IEEE Trans Ultrason Ferroelectr Freq Control. 2022 Feb;69(2):592-603. doi: 10.1109/TUFFC.2021.3127916. Epub 2022 Jan 27.
Ultrafast ultrasound imaging remains an active area of interest in the ultrasound community due to its ultrahigh frame rates. Recently, a wide variety of studies based on deep learning have sought to improve ultrafast ultrasound imaging. Most of these approaches have been performed on radio frequency (RF) signals. However, in- phase/quadrature (I/Q) digital beamformers are now widely used as low-cost strategies. In this work, we used complex convolutional neural networks for reconstruction of ultrasound images from I/Q signals. We recently described a convolutional neural network architecture called ID-Net, which exploited an inception layer designed for reconstruction of RF diverging-wave ultrasound images. In the present study, we derive the complex equivalent of this network, i.e., complex-valued inception for diverging-wave network (CID-Net) that operates on I/Q data. We provide experimental evidence that CID-Net provides the same image quality as that obtained from RF-trained convolutional neural networks, i.e., using only three I/Q images, CID-Net produces high-quality images that can compete with those obtained by coherently compounding 31 RF images. Moreover, we show that CID-Net outperforms the straightforward architecture that consists of processing real and imaginary parts of the I/Q signal separately, which thereby indicates the importance of consistently processing the I/Q signals using a network that exploits the complex nature of such signals.
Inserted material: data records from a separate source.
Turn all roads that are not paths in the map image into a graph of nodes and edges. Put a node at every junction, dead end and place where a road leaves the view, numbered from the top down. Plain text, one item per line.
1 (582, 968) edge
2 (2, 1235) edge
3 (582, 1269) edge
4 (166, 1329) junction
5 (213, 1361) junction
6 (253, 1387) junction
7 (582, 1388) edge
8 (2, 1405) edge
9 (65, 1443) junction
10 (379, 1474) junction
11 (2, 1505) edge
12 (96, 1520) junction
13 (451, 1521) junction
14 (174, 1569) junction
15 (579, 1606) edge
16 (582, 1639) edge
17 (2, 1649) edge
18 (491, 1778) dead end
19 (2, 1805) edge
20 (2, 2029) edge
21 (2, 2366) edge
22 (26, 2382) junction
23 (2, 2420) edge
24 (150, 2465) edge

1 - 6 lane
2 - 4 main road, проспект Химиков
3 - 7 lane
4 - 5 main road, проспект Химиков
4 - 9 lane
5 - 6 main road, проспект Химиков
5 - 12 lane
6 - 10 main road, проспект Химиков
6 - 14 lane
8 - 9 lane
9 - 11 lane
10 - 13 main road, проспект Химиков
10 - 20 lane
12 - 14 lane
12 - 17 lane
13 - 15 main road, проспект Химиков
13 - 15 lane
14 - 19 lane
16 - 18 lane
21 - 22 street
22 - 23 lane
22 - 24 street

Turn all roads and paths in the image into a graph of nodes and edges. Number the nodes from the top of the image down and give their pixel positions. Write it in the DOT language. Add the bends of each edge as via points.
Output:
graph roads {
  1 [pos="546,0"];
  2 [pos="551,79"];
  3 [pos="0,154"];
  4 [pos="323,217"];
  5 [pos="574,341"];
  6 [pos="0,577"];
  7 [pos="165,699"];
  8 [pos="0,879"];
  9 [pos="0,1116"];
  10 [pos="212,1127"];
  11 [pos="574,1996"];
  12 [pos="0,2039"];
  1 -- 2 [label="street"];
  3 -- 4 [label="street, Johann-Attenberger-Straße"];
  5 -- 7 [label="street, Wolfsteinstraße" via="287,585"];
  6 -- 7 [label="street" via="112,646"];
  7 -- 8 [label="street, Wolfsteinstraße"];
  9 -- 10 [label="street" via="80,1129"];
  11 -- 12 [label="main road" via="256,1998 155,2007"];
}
由于其超高的帧率,超快速超声成像是超声领域中一个活跃的研究领域。最近,基于深度学习的各种研究都试图改进超快速超声成像。这些方法大多是基于射频 (RF) 信号的。然而,同相/正交 (I/Q) 数字波束形成器现在已被广泛用作低成本策略。在这项工作中,我们使用复卷积神经网络从 I/Q 信号重建超声图像。我们最近描述了一种名为 ID-Net 的卷积神经网络架构,该架构利用了专为重建 RF 发散波超声图像而设计的 inception 层。在本研究中,我们推导出了该网络的复等价物,即用于发散波网络的复 inception(CID-Net),它可对 I/Q 数据进行操作。我们提供了实验证据,证明 CID-Net 提供了与从 RF 训练的卷积神经网络获得的相同的图像质量,即仅使用三个 I/Q 图像,CID-Net 即可生成高质量的图像,这些图像可与通过相干地组合 31 个 RF 图像获得的图像相媲美。此外,我们还表明,CID-Net 优于由分别处理 I/Q 信号的实部和虚部组成的简单架构,这表明使用利用此类信号的复特性的网络一致地处理 I/Q 信号非常重要。